### To do
Write out again, exactly as they stand, the line that includes "middle dip: (1390, 935)" and all remaining lines of the entries.

### Records to use

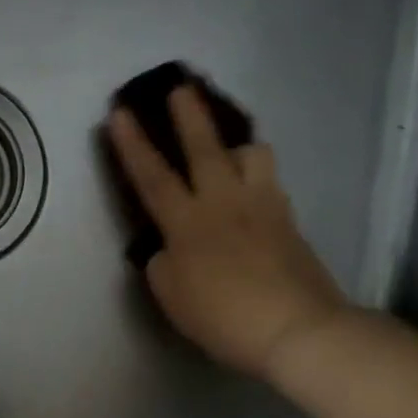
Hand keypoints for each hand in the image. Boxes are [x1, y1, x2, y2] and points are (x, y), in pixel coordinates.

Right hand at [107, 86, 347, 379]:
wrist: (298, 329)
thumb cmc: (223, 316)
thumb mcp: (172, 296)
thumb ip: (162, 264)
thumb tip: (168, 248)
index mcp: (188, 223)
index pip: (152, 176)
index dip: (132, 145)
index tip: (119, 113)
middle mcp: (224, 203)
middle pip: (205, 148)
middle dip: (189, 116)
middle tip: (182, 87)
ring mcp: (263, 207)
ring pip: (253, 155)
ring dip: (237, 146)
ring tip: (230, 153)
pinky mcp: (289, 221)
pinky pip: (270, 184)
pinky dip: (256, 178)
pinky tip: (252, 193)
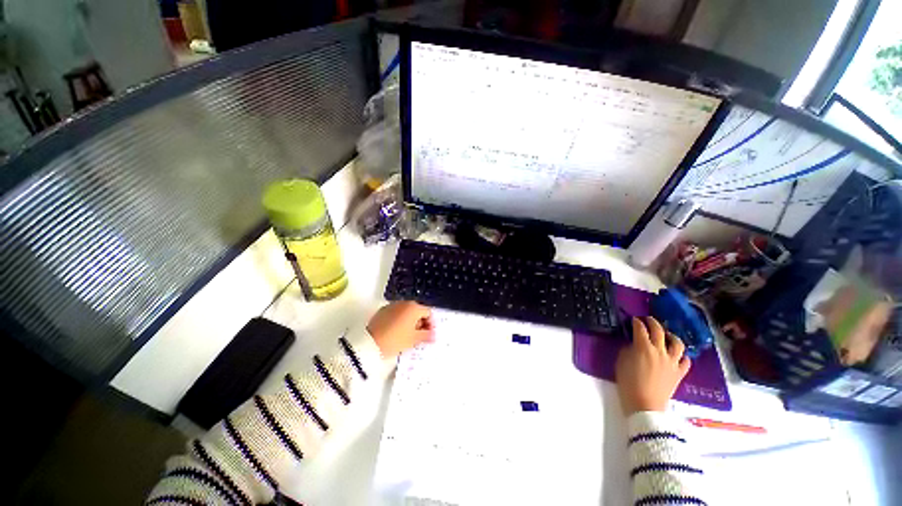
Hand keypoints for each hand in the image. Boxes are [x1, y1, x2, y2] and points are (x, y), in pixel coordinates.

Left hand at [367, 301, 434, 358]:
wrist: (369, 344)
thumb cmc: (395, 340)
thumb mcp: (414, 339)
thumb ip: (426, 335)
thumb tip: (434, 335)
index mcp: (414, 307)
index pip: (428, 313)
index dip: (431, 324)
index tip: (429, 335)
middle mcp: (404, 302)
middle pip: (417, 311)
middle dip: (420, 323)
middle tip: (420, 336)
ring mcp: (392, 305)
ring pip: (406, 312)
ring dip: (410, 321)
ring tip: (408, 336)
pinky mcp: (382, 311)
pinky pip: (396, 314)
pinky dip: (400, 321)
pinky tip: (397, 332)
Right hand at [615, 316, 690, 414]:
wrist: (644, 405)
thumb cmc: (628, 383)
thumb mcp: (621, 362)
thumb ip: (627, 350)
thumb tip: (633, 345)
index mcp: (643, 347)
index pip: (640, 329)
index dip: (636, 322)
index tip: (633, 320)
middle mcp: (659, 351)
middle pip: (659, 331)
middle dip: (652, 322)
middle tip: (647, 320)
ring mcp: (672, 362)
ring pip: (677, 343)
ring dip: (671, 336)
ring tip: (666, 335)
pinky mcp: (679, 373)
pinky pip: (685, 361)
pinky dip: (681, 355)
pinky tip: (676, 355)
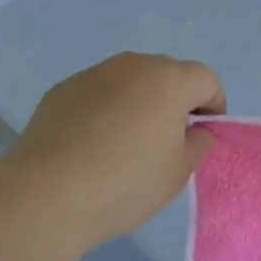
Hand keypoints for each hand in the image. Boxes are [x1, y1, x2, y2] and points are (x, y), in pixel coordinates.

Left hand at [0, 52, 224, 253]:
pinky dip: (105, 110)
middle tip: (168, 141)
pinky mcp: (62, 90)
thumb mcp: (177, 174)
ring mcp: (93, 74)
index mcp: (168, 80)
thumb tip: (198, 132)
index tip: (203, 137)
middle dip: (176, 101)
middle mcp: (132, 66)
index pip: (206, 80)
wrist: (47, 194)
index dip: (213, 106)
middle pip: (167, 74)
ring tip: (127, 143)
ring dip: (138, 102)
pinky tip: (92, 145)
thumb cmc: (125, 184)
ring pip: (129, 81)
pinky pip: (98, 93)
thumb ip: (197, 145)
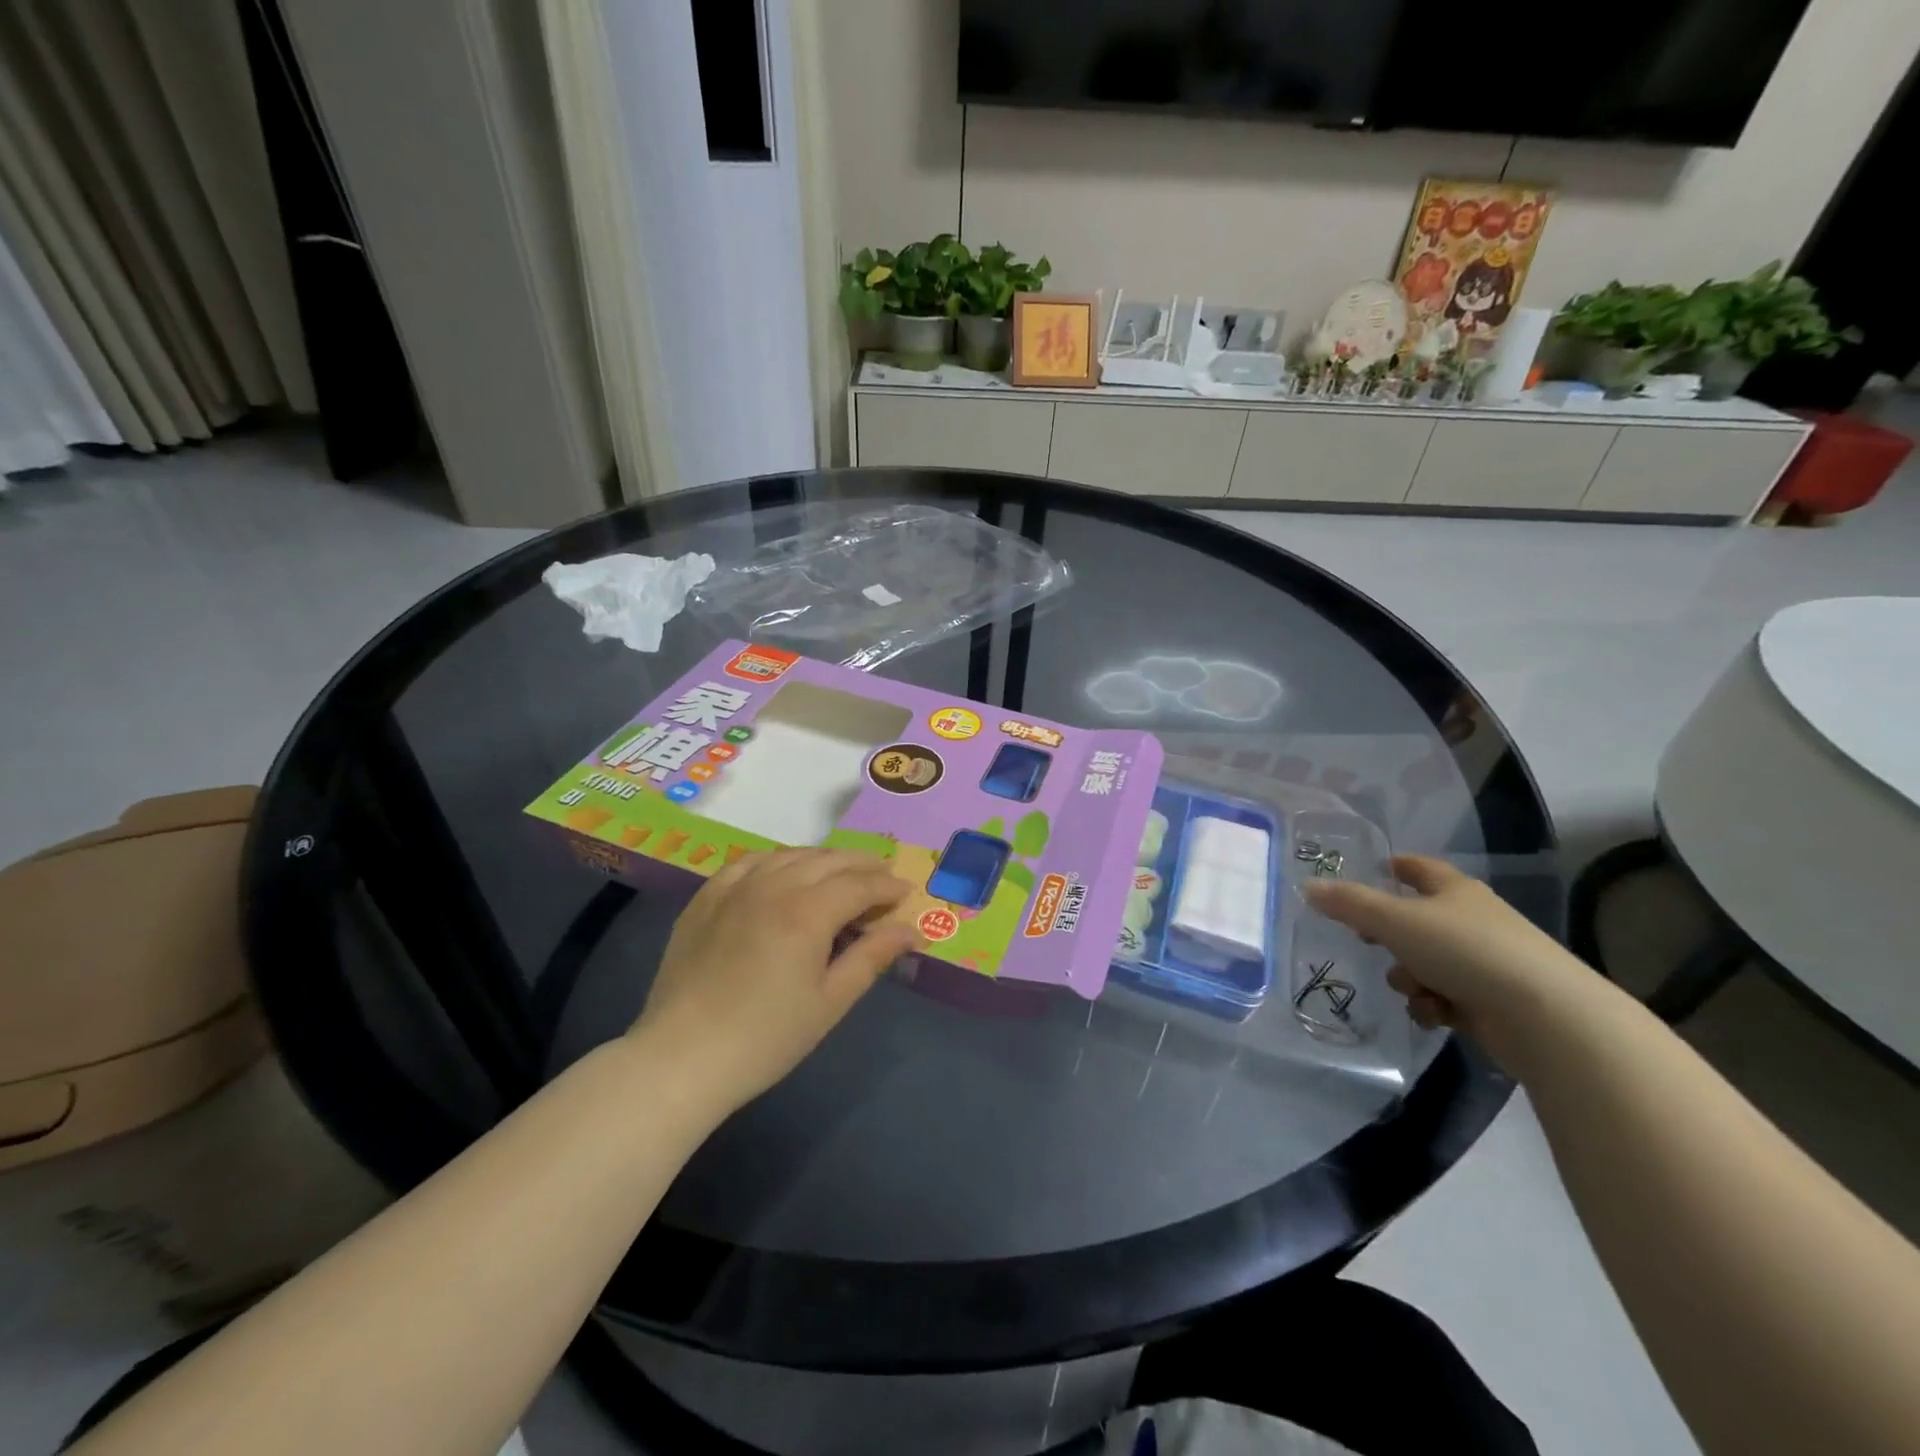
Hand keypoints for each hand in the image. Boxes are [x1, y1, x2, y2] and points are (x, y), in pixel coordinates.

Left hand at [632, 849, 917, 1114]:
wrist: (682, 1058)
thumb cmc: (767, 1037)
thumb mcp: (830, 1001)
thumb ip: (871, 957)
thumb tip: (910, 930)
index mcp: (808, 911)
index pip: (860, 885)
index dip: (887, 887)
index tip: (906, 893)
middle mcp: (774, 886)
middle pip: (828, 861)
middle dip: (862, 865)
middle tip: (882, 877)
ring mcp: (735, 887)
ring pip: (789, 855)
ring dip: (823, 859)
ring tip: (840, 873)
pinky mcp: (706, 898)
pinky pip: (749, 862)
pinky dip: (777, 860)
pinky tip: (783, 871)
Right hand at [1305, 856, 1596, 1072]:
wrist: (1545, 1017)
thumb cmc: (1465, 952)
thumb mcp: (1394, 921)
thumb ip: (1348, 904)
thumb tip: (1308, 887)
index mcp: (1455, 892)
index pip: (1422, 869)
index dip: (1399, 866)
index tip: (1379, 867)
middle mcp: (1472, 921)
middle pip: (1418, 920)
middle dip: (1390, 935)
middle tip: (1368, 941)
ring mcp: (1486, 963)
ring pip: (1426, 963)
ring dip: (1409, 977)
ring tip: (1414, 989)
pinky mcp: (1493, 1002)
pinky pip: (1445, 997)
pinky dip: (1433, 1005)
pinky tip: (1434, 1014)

### Exercise result
middle dip: (1390, 935)
middle tip: (1368, 941)
ring mcp: (1486, 963)
ring pip: (1426, 963)
ring dip: (1409, 977)
ring tip: (1414, 989)
pinky mcp: (1493, 1002)
pinky pip: (1445, 997)
pinky dip: (1433, 1005)
pinky tip: (1434, 1014)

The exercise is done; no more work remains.